Newly Landed Portlander Justin Townes Earle Makes Country Relevant

"I wasn’t just a kid who had some wild, mythical idea of the musical industry," says Justin Townes Earle. "I knew exactly what it was and how it worked before I started making records. It wasn’t a magical ride to me."
It’s a sunny Sunday morning, but at the Waypost bar on N Williams Avenue shades are down and the drinks are flowing. Two young women dance slowly to a lone guitar player singing as if just for them. “I got a bottle of Thunderbird in the trunk / I know a place if there’s anything you want.” The girls sway closer, locking eyes, touching foreheads. “Cut!”
The singer unfolds his thin, six-foot-six frame from the stool. He’s Justin Townes Earle, and the shoot is for a song from his new album, Kids in the Street. So what’s the Nashville-born-and-raised son of country folk legend Steve Earle doing making music videos around these parts?
He’s a Portlander now.
“You are definitely going to see an exodus of freer-thinking Southern artists heading this direction in this particular climate,” he says wryly as he plays with euphemisms for our current political circumstance. “The South can be a difficult place to be in trying times such as these.”
Earle—named in part for his father’s mentor, Townes Van Zandt—may have crossed the Mason-Dixon Line, but the South still twangs through his new record, which he says is populated by “real characters from Nashville—people that I’ve known.” It’s a 12-song ode to a gritty, grainy past and its characters, at once swinging and bluesy, that still manages to poke fun at country music cliché. “One of the problems that I automatically have when I see a kid pull out a banjo is that I’m afraid I’m getting ready to hear another song about a horse and a plow,” he says. His songs, in contrast, refer to Corollas and cell phones. “I don’t know many people that have ever plowed, much less plowed with a horse.”
He’s most often associated with Americana music, but as a label he says it “ain’t that potent anymore,” preferring to call his music blues, with some honky-tonk thrown in. “When it comes right down to it what I do is I make music invented by black people. I make black American music as it was created in the early 20th century and late 19th century.”
His new album marks a departure for Earle: the first he’s made outside of his musical cradle of Nashville, this time heading to Omaha to record with Mike Mogis of Bright Eyes.
“Mike just has this very intellectual understanding of what music is today,” he says of that collaboration. “To him music is an intellectual thing. To me it’s the least intellectual thing. Both of those approaches are necessary.”
The result is Kids in the Street, Earle’s eighth album in 10 years, an impressive output by any standards, but for a 35-year-old with a decade or so of substance abuse behind him—including heroin overdoses, a trashed dressing room, and an arrest for public intoxication and battery—it’s a hats-off accomplishment. He attributes his work ethic to his mother, who raised him after his father left the family home when he was very young. But he learned a lot from Steve Earle, too. “Even though my dad wasn’t around, I was paying attention to what I needed to pay attention to. I wasn’t just a kid who had some wild, mythical idea of the musical industry. I knew exactly what it was and how it worked before I started making records. It wasn’t a magical ride to me.”

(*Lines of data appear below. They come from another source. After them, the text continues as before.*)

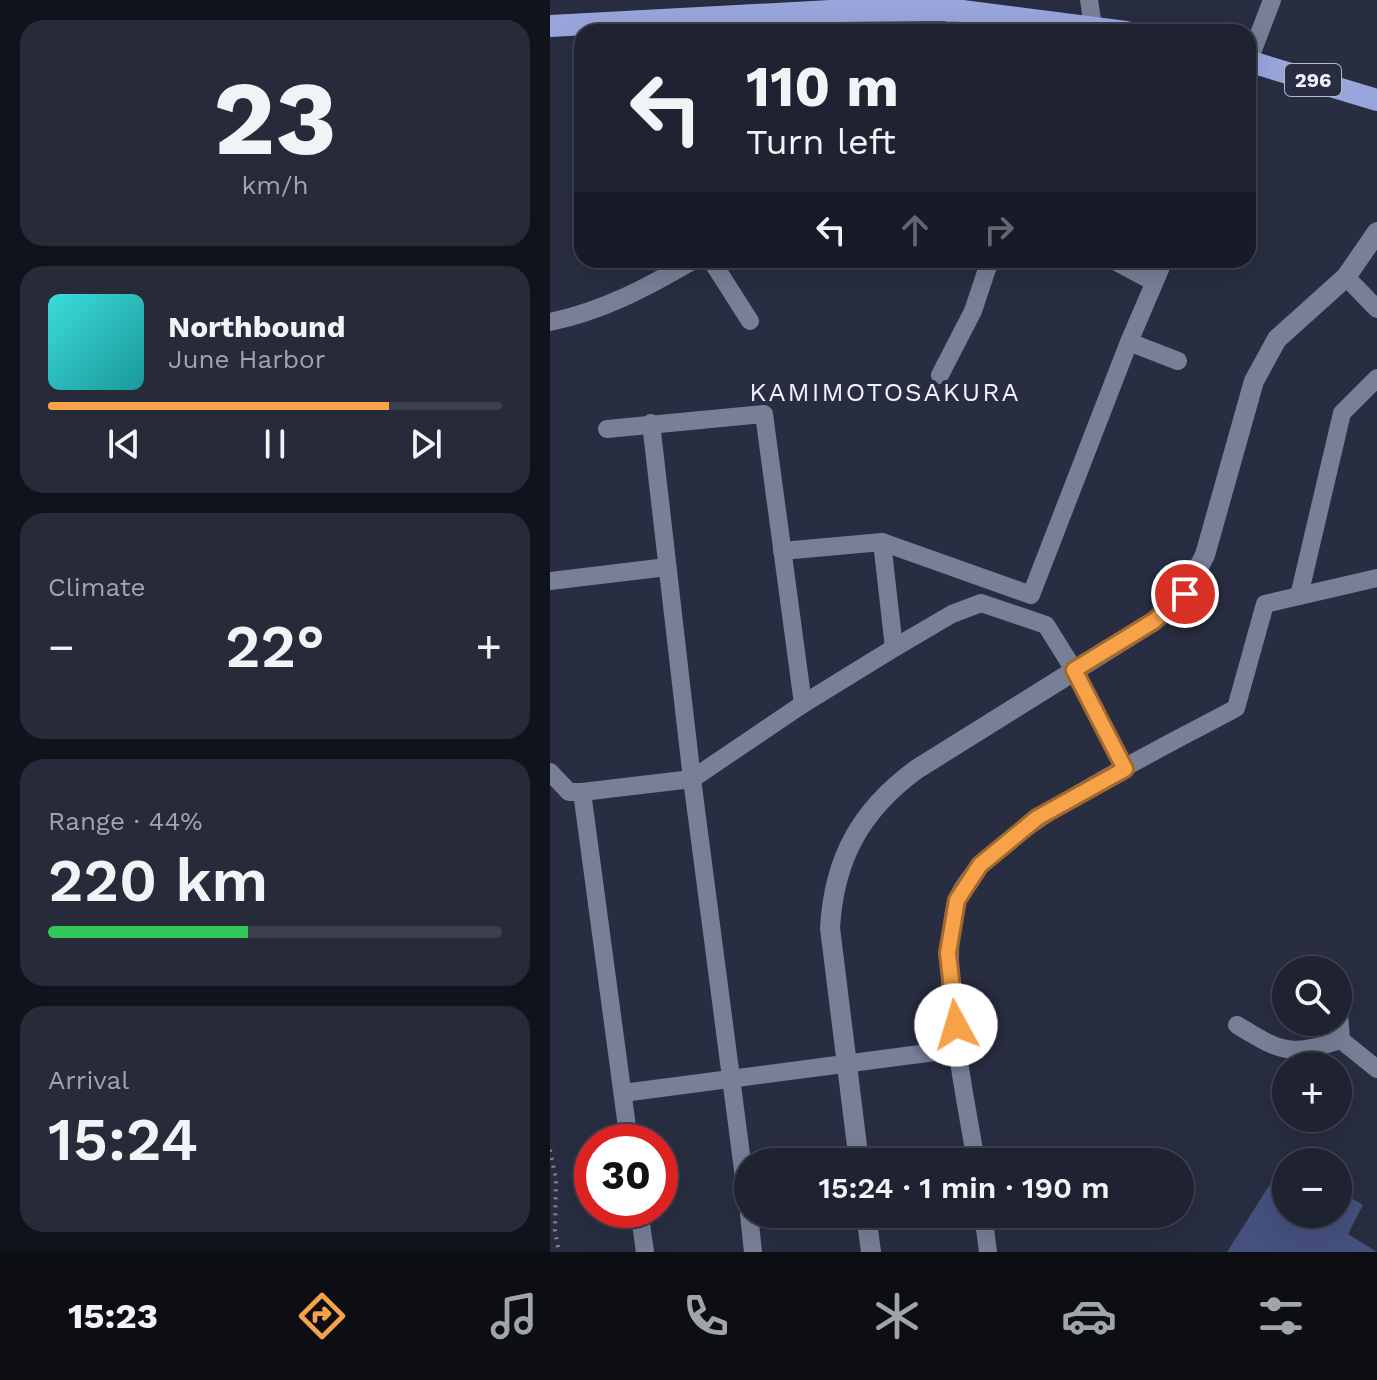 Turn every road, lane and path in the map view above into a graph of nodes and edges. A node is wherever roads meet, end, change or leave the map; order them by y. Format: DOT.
graph roads {
  1 [pos="1089,0"];
  2 [pos="1272,0"];
  3 [pos="954,21"];
  4 [pos="587,24"];
  5 [pos="1037,24"];
  6 [pos="1093,24"];
  7 [pos="574,25"];
  8 [pos="550,26"];
  9 [pos="1256,41"];
  10 [pos="1256,64"];
  11 [pos="1377,100"];
  12 [pos="1377,232"];
  13 [pos="680,268"];
  14 [pos="716,268"];
  15 [pos="987,268"];
  16 [pos="1128,268"];
  17 [pos="1160,268"];
  18 [pos="1346,277"];
  19 [pos="1154,282"];
  20 [pos="1377,309"];
  21 [pos="750,321"];
  22 [pos="550,322"];
  23 [pos="1129,342"];
  24 [pos="1178,361"];
  25 [pos="940,375"];
  26 [pos="1377,378"];
  27 [pos="651,423"];
  28 [pos="607,429"];
  29 [pos="882,542"];
  30 [pos="782,551"];
  31 [pos="667,567"];
  32 [pos="1377,578"];
  33 [pos="550,581"];
  34 [pos="1299,596"];
  35 [pos="894,648"];
  36 [pos="1074,670"];
  37 [pos="803,704"];
  38 [pos="1125,769"];
  39 [pos="550,772"];
  40 [pos="692,779"];
  41 [pos="582,792"];
  42 [pos="1237,1025"];
  43 [pos="1341,1036"];
  44 [pos="1341,1040"];
  45 [pos="958,1049"];
  46 [pos="847,1064"];
  47 [pos="1377,1069"];
  48 [pos="732,1078"];
  49 [pos="623,1093"];
  50 [pos="627,1124"];
  51 [pos="741,1148"];
  52 [pos="857,1148"];
  53 [pos="974,1148"];
  54 [pos="550,1150"];
  55 [pos="642,1228"];
  56 [pos="750,1228"];
  57 [pos="868,1228"];
  58 [pos="985,1228"];
  59 [pos="559,1252"];
  60 [pos="645,1252"];
  61 [pos="753,1252"];
  62 [pos="871,1252"];
  63 [pos="988,1252"];
  1 -- 6 [label="street"];
  2 -- 9 [label="street"];
  3 -- 4 [label="highway"];
  3 -- 5 [label="highway"];
  7 -- 8 [label="highway"];
  10 -- 11 [label="highway, 296"];
  12 -- 18 [label="street"];
  13 -- 22 [label="street"];
  14 -- 21 [label="street"];
  15 -- 25 [label="street"];
  16 -- 19 [label="street"];
  17 -- 19 [label="street"];
  18 -- 20 [label="street"];
  18 -- 36 [label="street"];
  19 -- 23 [label="street"];
  23 -- 24 [label="street"];
  23 -- 29 [label="street"];
  26 -- 34 [label="street"];
  27 -- 28 [label="street"];
  27 -- 30 [label="street"];
  27 -- 31 [label="street"];
  29 -- 30 [label="street"];
  29 -- 35 [label="street"];
  30 -- 37 [label="street"];
  31 -- 33 [label="street"];
  31 -- 40 [label="street"];
  32 -- 34 [label="street"];
  34 -- 38 [label="street"];
  35 -- 36 [label="street"];
  35 -- 37 [label="street"];
  36 -- 38 [label="street"];
  36 -- 46 [label="street"];
  37 -- 40 [label="street"];
  38 -- 45 [label="street"];
  39 -- 41 [label="street"];
  40 -- 41 [label="street"];
  40 -- 48 [label="street"];
  41 -- 49 [label="street"];
  42 -- 44 [label="street"];
  43 -- 44 [label="street"];
  44 -- 47 [label="street"];
  45 -- 46 [label="street"];
  45 -- 53 [label="street"];
  46 -- 48 [label="street"];
  46 -- 52 [label="street"];
  48 -- 49 [label="street"];
  48 -- 51 [label="street"];
  49 -- 50 [label="street"];
  54 -- 59 [label="path"];
  55 -- 60 [label="street"];
  56 -- 61 [label="street"];
  57 -- 62 [label="street"];
  58 -- 63 [label="street"];
} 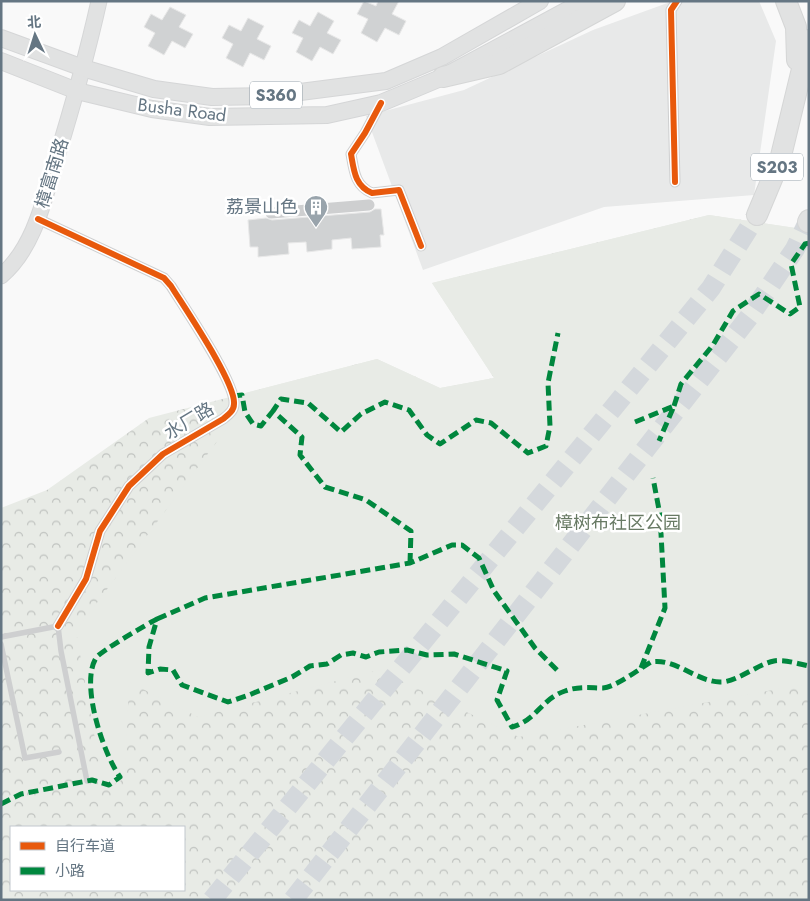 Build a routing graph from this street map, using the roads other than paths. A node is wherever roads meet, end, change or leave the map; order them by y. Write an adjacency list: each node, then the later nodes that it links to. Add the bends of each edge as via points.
1 (99, 1): 10 (street, 樟富南路)
2 (540, 1): 12 (main road, Busha Road / S360, via 442,58 386,81 269,96 212,97)
3 (584, 1): 11 (main road, Busha Road / S360)
4 (616, 1): 11 (highway, via 498,64)
5 (677, 1): 17 (street, via 671,10)
6 (786, 1): 16 (highway, via 796,27 797,41)
7 (1, 38): 10 (main road, Busha Road / S360)
8 (809, 40): 16 (highway, S203)
9 (1, 61): 13 (main road, Busha Road / S360)
10 (83, 68): 12 (main road, Busha Road / S360); 13 (street, 樟富南路)
11 (443, 77): 14 (main road, Busha Road / S360)
12 (154, 89): 15 (main road)
13 (77, 91): 15 (main road, Busha Road / S360); 21 (street, 樟富南路)
14 (381, 103): 15 (main road, Busha Road / S360, via 327,115 210,117); 22 (street, via 351,154 355,177 360,186 372,194 399,190)
15 (152, 109)
16 (792, 117): 20 (highway, S203, via 780,160)
17 (675, 182)
18 (369, 205): 19 (street)
19 (271, 213)
20 (757, 215)
21 (38, 219): 23 (street, 樟富南路, via 14,264); 24 (street, 水厂路, via 164,278 229,384 234,404 232,412 163,454 129,486 100,531 86,580)
22 (421, 246)
23 (1, 276)
24 (58, 626): 25 (lane); 28 (lane)
25 (1, 637)
26 (1, 644): 27 (lane, via 24,758)
27 (59, 752)
28 (88, 781) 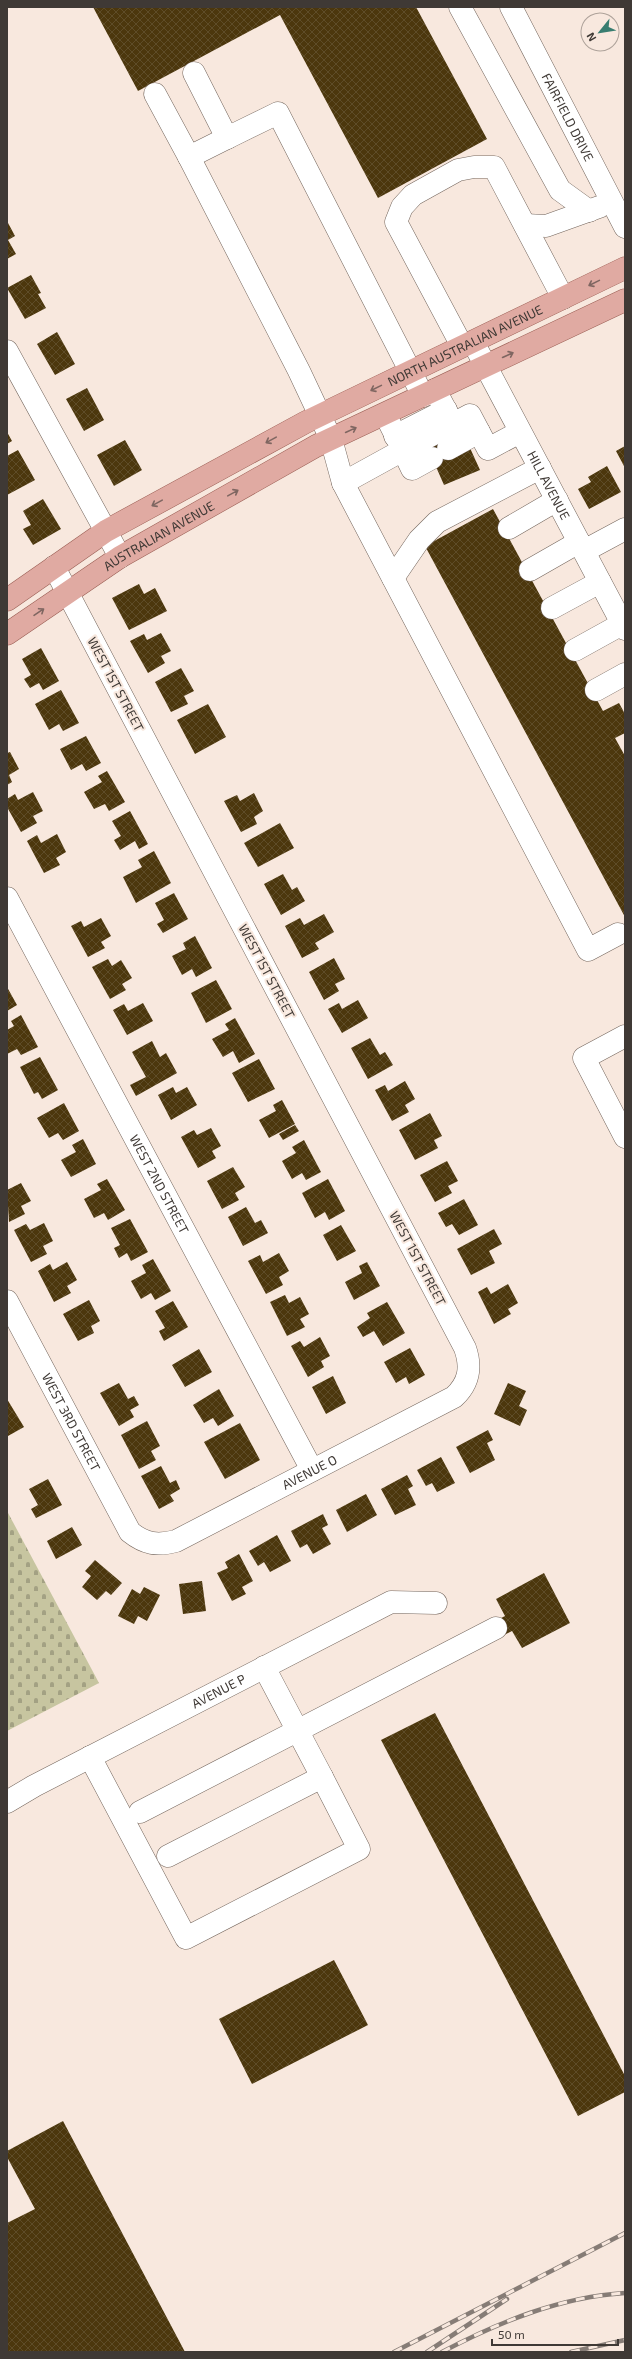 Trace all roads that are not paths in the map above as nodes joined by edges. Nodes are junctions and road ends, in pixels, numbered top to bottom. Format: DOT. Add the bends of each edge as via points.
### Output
graph roads {
  1 [pos="460,7"];
  2 [pos="511,7"];
  3 [pos="194,73"];
  4 [pos="155,94"];
  5 [pos="227,138"];
  6 [pos="189,157"];
  7 [pos="612,202"];
  8 [pos="589,211"];
  9 [pos="525,225"];
  10 [pos="625,227"];
  11 [pos="625,268"];
  12 [pos="563,298"];
  13 [pos="625,300"];
  14 [pos="468,344"];
  15 [pos="7,351"];
  16 [pos="486,366"];
  17 [pos="411,371"];
  18 [pos="429,393"];
  19 [pos="385,414"];
  20 [pos="449,417"];
  21 [pos="312,418"];
  22 [pos="479,432"];
  23 [pos="520,432"];
  24 [pos="323,443"];
  25 [pos="399,443"];
  26 [pos="540,468"];
  27 [pos="343,483"];
  28 [pos="557,500"];
  29 [pos="509,528"];
  30 [pos="625,529"];
  31 [pos="106,531"];
  32 [pos="581,547"];
  33 [pos="120,557"];
  34 [pos="54,567"];
  35 [pos="530,570"];
  36 [pos="393,578"];
  37 [pos="600,582"];
  38 [pos="67,593"];
  39 [pos="7,600"];
  40 [pos="552,608"];
  41 [pos="624,626"];
  42 [pos="7,634"];
  43 [pos="574,650"];
  44 [pos="625,674"];
  45 [pos="596,690"];
  46 [pos="7,898"];
  47 [pos="618,934"];
  48 [pos="625,1036"];
  49 [pos="624,1133"];
  50 [pos="7,1301"];
  51 [pos="468,1378"];
  52 [pos="312,1470"];
  53 [pos="139,1540"];
  54 [pos="436,1603"];
  55 [pos="496,1628"];
  56 [pos="264,1667"];
  57 [pos="298,1732"];
  58 [pos="90,1757"];
  59 [pos="322,1777"];
  60 [pos="7,1802"];
  61 [pos="140,1812"];
  62 [pos="168,1856"];
  1 -- 8 [label="street" via="560,190"];
  2 -- 7 [label="street, FAIRFIELD DRIVE"];
  3 -- 5 [label="street"];
  4 -- 6 [label="street"];
  5 -- 6 [label="street"];
  5 -- 17 [label="street" via="278,113"];
  6 -- 21 [label="street" via="232,235"];
  7 -- 8 [label="street"];
  7 -- 10 [label="street, FAIRFIELD DRIVE"];
  8 -- 9 [label="street" via="546,226"];
  9 -- 12 [label="street"];
  9 -- 14 [label="street, HILL AVENUE" via="494,167 458,170 413,195 402,207 396,222"];
  11 -- 12 [label="main road, NORTH AUSTRALIAN AVENUE, one-way"];
  12 -- 14 [label="main road, NORTH AUSTRALIAN AVENUE"];
  16 -- 13 [label="main road, NORTH AUSTRALIAN AVENUE, one-way"];
  14 -- 16 [label="street, HILL AVENUE"];
  14 -- 17 [label="main road, NORTH AUSTRALIAN AVENUE"];
  15 -- 31 [label="street"];
  16 -- 18 [label="main road, NORTH AUSTRALIAN AVENUE"];
  16 -- 23 [label="street, HILL AVENUE"];
  17 -- 18 [label="street"];
  17 -- 21 [label="main road, NORTH AUSTRALIAN AVENUE, one-way"];
  18 -- 19 [label="main road, NORTH AUSTRALIAN AVENUE"];
  18 -- 20 [label="street"];
  24 -- 19 [label="main road, NORTH AUSTRALIAN AVENUE, one-way"];
  19 -- 25 [label="street"];
  20 -- 22 [label="street" via="470,415"];
  20 -- 25 [label="street"];
  21 -- 24 [label="street"];
  21 -- 31 [label="main road, one-way"];
  22 -- 23 [label="street" via="488,449"];
  22 -- 25 [label="street" via="412,469"];
  23 -- 26 [label="street, HILL AVENUE"];
  24 -- 27 [label="street"];
  33 -- 24 [label="main road, AUSTRALIAN AVENUE, one-way"];
  25 -- 27 [label="street"];
  26 -- 28 [label="street, HILL AVENUE"];
  26 -- 36 [label="street" via="437,522 420,540"];
  27 -- 36 [label="street"];
  28 -- 29 [label="street"];
  28 -- 32 [label="street, HILL AVENUE"];
  30 -- 32 [label="street"];
  31 -- 33 [label="street"];
  31 -- 34 [label="main road"];
  32 -- 35 [label="street"];
  32 -- 37 [label="street, HILL AVENUE"];
  33 -- 38 [label="main road, AUSTRALIAN AVENUE"];
  34 -- 38 [label="street, WEST 1ST STREET"];
  34 -- 39 [label="main road"];
  36 -- 47 [label="street" via="588,950"];
  37 -- 40 [label="street"];
  37 -- 41 [label="street, HILL AVENUE"];
  42 -- 38 [label="main road, AUSTRALIAN AVENUE, one-way"];
  38 -- 51 [label="street, WEST 1ST STREET" via="465,1348 469,1360"];
  41 -- 43 [label="street"];
  44 -- 45 [label="street"];
  46 -- 52 [label="street, WEST 2ND STREET"];
  48 -- 49 [label="street" via="584,1058"];
  50 -- 53 [label="street, WEST 3RD STREET" via="130,1532"];
  51 -- 52 [label="street, AVENUE O" via="454,1397"];
  52 -- 53 [label="street, AVENUE O" via="176,1541 152,1544"];
  54 -- 56 [label="street, AVENUE P" via="391,1602"];
  55 -- 57 [label="street"];
  56 -- 57 [label="street"];
  56 -- 58 [label="street, AVENUE P"];
  57 -- 59 [label="street"];
  57 -- 61 [label="street"];
  58 -- 59 [label="street" via="186,1938 358,1849"];
  58 -- 60 [label="street, AVENUE P"];
  59 -- 62 [label="street"];
} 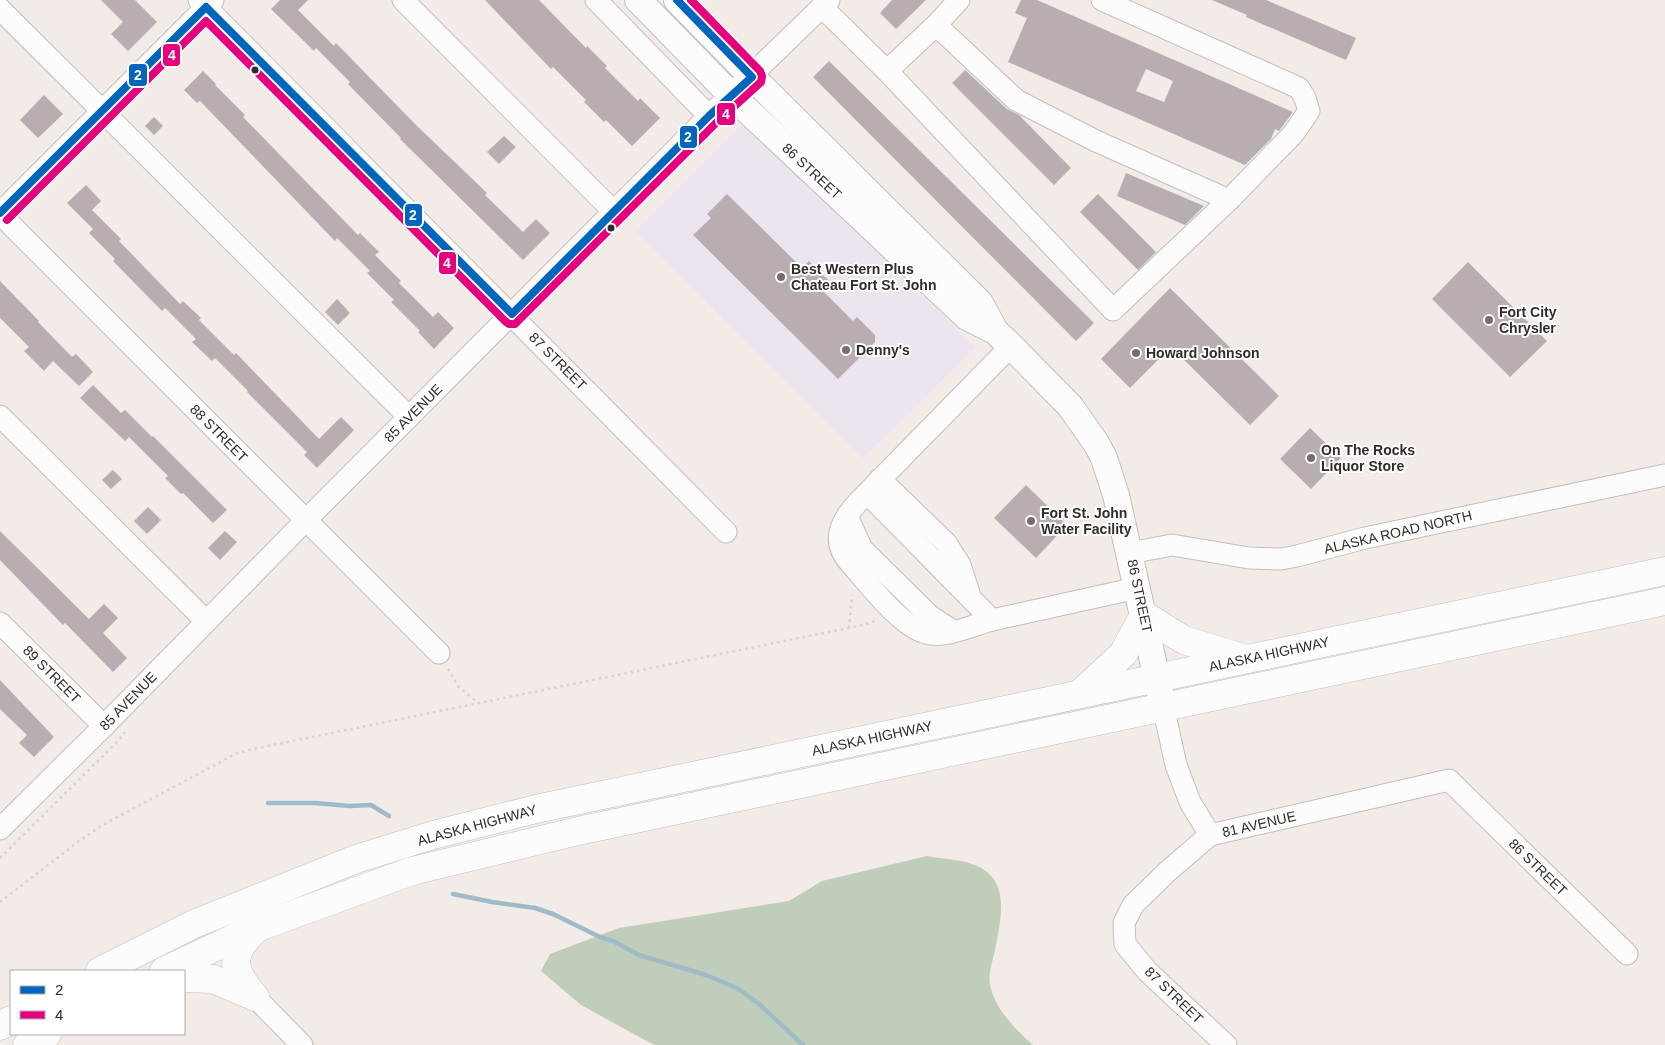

He pointedly mined his family dynamics in the twin albums that precede Kids in the Street, the critically acclaimed Single Mothers and Absent Fathers. He’s been wading into that territory for years, though, at least as far back as his 2009 track “Mama’s Eyes,” where he faced his parental legacy head on. “I will say to future singer-songwriters, really think about what you want for a fan base before you start putting records out,” he says with a grin, “because a song like ‘Mama’s Eyes’ will get you at least a handful of semitroubled man-children.”
Man-children fans may be stuck in a moment, but Earle—who by his own admission wasn’t expected to “see 25 years, let alone 35”—is growing up. He’s sober(ish—he admits to the occasional whiskey and smokes weed regularly), married, and living in Laurelhurst with a cat, two German shepherds, and a daughter due next month.
So yes, Earle’s come through, and in this way at least has a role model in a father who also battled addiction, and is now sober and still producing music after four decades in the business. “He’s 62 years old and he’s still got a viable career,” says Earle. “Like with Keith Richards, you’ve got to look up to the people that survived almost more than the people that didn’t.” He smiles again, and lights a cigarette. “Otherwise you’re gonna have a problem.”